Strong family ties are the trade-off for the often frustrating inefficiencies
found in the work environment. We celebrate relatives' birthdays
with family parties, and our two oldest children now study at universities
while living at home. Twenty years ago, I remember telling my Chilean
bride that I had found a lovely apartment in the Las Condes area
of Santiago just a mile away from her parents' home. Her response:
Why did we have to live so far away from her mother?
Solidarity is the trade-off for the economic inequality we see around
us. For example, most universities organize both summer and winter
work projects where students give up their vacations to travel and
work as volunteers in extremely poor rural communities.

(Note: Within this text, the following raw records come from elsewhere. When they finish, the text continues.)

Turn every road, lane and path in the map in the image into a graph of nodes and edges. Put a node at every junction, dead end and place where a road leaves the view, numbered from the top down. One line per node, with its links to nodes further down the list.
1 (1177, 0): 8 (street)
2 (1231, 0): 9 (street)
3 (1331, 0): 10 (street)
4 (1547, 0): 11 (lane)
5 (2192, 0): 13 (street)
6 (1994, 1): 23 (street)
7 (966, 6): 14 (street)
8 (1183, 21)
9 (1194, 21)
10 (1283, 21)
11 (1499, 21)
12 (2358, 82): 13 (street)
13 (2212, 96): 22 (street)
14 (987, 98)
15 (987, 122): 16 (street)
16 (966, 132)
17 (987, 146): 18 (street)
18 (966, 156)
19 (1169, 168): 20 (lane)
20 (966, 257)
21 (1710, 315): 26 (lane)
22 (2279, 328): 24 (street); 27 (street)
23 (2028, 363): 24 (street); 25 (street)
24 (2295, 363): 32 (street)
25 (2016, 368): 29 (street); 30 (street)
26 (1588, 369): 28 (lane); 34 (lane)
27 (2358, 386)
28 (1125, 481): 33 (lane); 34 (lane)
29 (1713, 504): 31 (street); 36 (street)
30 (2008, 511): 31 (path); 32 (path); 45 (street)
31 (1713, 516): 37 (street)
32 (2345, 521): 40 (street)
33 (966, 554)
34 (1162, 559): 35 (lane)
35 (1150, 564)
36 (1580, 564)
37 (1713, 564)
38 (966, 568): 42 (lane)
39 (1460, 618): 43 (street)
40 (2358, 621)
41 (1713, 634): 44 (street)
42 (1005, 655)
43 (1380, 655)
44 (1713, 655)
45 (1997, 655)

Year after
year, students display their solidarity with a lot of enthusiasm.
They paint schools and municipal buildings and build needed housing,
working intensively for two weeks in difficult living conditions.
Third, there is the paradoxical trade-off between freedom and laws
experienced by many U.S. expatriates. It's the feeling of having
more personal freedom overseas than in the U.S. because of the excessive
laws in the U.S. Although it may be compared to the freedom of the
Wild West, it means that one will basically depend on one's own wits
to succeed. Best of luck to Se?ores Reale and Vernon.
Paul Fischer '70
Santiago, Chile
Kudos for Museum
The new museum and [Ray Nasher's]
sculpture collection look splendid
[May-June 2003]. All can rejoice.
When I was at Duke, there was no art on campus and nothing much between
Durham and Washington. I took several art classes with my professor
grumbling about the lack and also muttering about the pseudo-architecture
("Not just a copy but a copy of a copy"). She showed us
slides of the Gothic buildings under construction. Putting chimneys
on roofs of buildings without fireplaces was one of the things that
riled her greatly.
Now we are going to have a beautiful, contemporary building designed
by a major architect and will perhaps have the benefit of an outstanding
collection of sculpture. Hooray, hooray!
Dorothy Carrico Wood '56
(via e-mail)
P.S. I like [architect Rafael] Viñoly's World Trade Center
drawing better than the one that won.
Good Catch
The caption in the picture on page 19 in the May-June issue has some
incorrect math ["Making the
Cut on Campus"]. The old sayings
are "Two bits, four bits, six bits, a dollar" and "Shave
and a haircut, two bits." If the price of a haircut today is
$32, that equates to 32 times 8, which equals 256 "bits," not
128 as stated.
Just trying to keep us alert, aren't you? Probably no one but us "old
guys" who remember paying two bits for a haircut noticed.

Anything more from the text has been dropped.